Dublin needs little introduction as an international cultural destination. Famous for towering Nobel Prize-winning figures in the arts, especially in the literary world, daily life in the City of Literature, City of Living Culture, City of a Thousand Welcomes is very much about experiencing enlightening entertainment, artistic adventure and creative discovery.

Speak to any ’ordinary’ Dubliner and you’ll soon get a run-down on the thriving cultural scene in this Gaelic nation’s capital – the magnificent range of art galleries and museums, the architecture, the tours, the historic houses and gardens, the rich tradition, mythology and history. A Dubliner defines culture too by a sense of good conversation and ’craic’. It’s integral to the experience of the city and Ireland.

But that’s just the everyday. Dublin Festival Season, a two month-long series of cosmopolitan and complementary cultural events, racks things up quite a few notches. This year it kicks off with Dublin Contemporary (6 Sept – 31 Oct), the biggest international and contemporary art exhibition ever to take place in Ireland.

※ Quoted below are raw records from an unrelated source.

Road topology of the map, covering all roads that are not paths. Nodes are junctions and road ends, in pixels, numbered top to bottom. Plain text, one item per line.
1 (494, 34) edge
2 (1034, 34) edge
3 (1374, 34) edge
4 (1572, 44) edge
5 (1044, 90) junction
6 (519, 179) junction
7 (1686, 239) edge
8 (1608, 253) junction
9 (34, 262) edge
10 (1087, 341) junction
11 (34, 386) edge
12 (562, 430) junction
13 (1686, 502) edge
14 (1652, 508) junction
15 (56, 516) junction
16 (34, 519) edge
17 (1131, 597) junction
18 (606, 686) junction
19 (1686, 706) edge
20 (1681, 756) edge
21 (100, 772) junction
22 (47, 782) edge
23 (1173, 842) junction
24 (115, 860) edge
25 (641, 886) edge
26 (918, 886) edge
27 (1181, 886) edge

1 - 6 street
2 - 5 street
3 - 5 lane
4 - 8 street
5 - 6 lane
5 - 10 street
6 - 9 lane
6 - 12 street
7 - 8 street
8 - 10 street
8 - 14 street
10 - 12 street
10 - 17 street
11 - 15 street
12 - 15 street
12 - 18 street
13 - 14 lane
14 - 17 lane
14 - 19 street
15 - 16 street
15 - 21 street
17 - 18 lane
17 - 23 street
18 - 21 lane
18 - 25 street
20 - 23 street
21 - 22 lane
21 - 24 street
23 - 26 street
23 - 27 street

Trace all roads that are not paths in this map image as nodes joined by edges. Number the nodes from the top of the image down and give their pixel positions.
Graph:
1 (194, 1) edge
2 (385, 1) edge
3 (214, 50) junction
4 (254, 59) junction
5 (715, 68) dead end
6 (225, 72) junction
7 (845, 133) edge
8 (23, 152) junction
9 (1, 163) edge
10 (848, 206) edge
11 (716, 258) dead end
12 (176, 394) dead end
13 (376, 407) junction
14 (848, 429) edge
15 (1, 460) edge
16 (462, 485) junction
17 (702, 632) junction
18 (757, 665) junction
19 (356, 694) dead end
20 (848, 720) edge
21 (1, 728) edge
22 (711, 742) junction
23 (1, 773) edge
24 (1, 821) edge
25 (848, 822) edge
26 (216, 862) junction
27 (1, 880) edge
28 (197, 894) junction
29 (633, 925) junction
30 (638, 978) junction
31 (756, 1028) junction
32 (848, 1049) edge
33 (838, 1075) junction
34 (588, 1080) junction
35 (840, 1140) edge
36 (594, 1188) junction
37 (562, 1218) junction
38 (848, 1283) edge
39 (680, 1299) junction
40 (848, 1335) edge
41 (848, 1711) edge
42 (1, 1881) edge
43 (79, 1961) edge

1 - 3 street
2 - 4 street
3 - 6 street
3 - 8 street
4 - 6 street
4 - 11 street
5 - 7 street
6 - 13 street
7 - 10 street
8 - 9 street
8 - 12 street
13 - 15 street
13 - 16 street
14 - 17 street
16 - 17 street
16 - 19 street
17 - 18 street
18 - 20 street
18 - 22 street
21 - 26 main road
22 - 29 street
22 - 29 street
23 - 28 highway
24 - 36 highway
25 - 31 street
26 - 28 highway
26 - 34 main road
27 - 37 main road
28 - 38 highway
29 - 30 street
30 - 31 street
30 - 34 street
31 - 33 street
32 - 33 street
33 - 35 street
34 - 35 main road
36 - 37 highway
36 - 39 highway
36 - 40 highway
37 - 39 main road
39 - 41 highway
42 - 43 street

Large-scale international art
Modelled on the biennales that take place in the capital cities of the world of international art, more than 90 artists from five continents will be exhibiting. Themed around ’Terrible Beauty – Art, Crisis, Change & The Office of Non-Compliance’, new works and some of the world’s most ground-breaking art from the avant-gardes of the 21st century will be on show.

Creating an ’experimental experience’ for artist and audience, this large-scale exhibition will employ the cityscape as a canvas, using some of Dublin’s great cultural institutions, established museums and galleries, as well as reinvented new locations in spaces not usually associated with art.

There’ll be a titanic sculpture by Swiss artist Thomas Hirschhorn on show, an installation by eminent Greek artist Jannis Kounellis, and a series of powerful photographs by American Nina Berman portraying a wounded Iraq war veteran.

Other inspirational art to look out for will be new video works by Israeli artist Omer Fast, durational live performance from Dublin-based Amanda Coogan, a major interactive multimedia sculpture by the Chinese artist Wang Du, and an extraordinary large-scale sculpture of a giant squid by German artist David Zink Yi.

Visitors can also expect to enjoy art in the spectacular park setting of Iveagh Gardens and a series of sound works in a warehouse next to the main exhibition hall, Earlsfort Terrace.

Lead curators Jota Castro and Christian Viveros-Fauné are excited by the challenge of the various exhibition sites. Says Castro: "We are not interested in smoothing out the walls, hiding the marks of multiple uses, or turning these unique spaces into a generic series of white cubes. The white cube is a very effective way of presenting a lot of contemporary art, but it is not the only way."


From progressive to acclaimed
Running alongside Dublin Contemporary are two of the biggest events of Dublin Festival Season – the quirky, provocative and progressive Absolut Dublin Fringe Festival (10–25 Sept), and the acclaimed Dublin Theatre Festival (29 Sept – 16 Oct).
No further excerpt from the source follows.